INSTRUCTIONS TO FOLLOW: Each line of the data below that holds the word "LANE" is to be reported in full.

DATASET EXTRACT:
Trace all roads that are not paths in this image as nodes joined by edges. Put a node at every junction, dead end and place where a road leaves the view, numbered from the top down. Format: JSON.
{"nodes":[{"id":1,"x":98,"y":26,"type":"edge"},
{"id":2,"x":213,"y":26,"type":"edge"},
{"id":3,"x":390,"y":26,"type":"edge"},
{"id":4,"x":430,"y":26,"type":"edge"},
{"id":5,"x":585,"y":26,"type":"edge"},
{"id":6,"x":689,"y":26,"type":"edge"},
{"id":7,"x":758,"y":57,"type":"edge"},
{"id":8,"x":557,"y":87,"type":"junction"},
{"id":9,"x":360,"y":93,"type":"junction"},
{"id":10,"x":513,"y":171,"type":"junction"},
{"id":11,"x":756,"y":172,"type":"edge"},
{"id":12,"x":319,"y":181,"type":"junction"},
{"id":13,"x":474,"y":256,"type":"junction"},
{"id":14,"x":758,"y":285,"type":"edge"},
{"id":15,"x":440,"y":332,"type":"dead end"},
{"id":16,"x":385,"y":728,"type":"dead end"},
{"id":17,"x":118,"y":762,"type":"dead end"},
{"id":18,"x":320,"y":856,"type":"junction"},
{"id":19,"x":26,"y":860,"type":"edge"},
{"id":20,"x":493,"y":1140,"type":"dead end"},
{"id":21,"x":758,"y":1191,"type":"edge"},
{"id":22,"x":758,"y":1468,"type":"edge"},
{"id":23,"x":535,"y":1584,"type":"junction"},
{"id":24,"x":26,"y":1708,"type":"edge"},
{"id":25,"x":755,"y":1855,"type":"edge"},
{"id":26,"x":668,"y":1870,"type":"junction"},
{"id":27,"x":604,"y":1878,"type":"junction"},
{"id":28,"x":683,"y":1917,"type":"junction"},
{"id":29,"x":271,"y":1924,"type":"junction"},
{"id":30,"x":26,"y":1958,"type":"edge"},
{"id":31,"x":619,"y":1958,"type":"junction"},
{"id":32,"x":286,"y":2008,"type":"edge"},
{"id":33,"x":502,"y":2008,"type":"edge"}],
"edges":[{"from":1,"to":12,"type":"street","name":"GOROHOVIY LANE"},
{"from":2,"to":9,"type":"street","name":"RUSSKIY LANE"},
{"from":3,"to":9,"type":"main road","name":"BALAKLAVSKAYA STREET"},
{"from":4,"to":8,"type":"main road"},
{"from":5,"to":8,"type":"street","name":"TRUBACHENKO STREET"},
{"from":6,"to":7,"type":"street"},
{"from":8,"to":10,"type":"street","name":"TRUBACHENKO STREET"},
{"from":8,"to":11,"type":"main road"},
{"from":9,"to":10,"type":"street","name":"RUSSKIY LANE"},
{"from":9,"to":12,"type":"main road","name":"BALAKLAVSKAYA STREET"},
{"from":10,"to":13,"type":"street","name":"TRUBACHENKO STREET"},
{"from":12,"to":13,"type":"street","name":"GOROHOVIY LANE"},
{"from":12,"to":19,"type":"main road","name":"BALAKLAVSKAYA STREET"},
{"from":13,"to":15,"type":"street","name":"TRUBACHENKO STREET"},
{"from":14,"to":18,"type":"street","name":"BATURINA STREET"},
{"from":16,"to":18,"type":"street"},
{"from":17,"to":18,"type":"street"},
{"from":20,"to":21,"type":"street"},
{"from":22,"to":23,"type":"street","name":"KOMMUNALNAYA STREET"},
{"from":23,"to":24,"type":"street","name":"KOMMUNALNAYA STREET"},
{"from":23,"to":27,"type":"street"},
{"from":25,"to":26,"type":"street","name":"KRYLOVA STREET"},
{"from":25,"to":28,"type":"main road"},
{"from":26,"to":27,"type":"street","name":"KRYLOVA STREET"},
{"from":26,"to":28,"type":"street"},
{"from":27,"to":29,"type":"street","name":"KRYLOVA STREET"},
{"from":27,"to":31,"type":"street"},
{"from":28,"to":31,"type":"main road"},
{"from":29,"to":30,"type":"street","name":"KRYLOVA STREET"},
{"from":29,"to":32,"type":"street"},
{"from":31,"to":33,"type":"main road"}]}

TASK RESULT:
"edges":[{"from":1,"to":12,"type":"street","name":"GOROHOVIY LANE"},
{"from":2,"to":9,"type":"street","name":"RUSSKIY LANE"},
{"from":9,"to":10,"type":"street","name":"RUSSKIY LANE"},
{"from":12,"to":13,"type":"street","name":"GOROHOVIY LANE"},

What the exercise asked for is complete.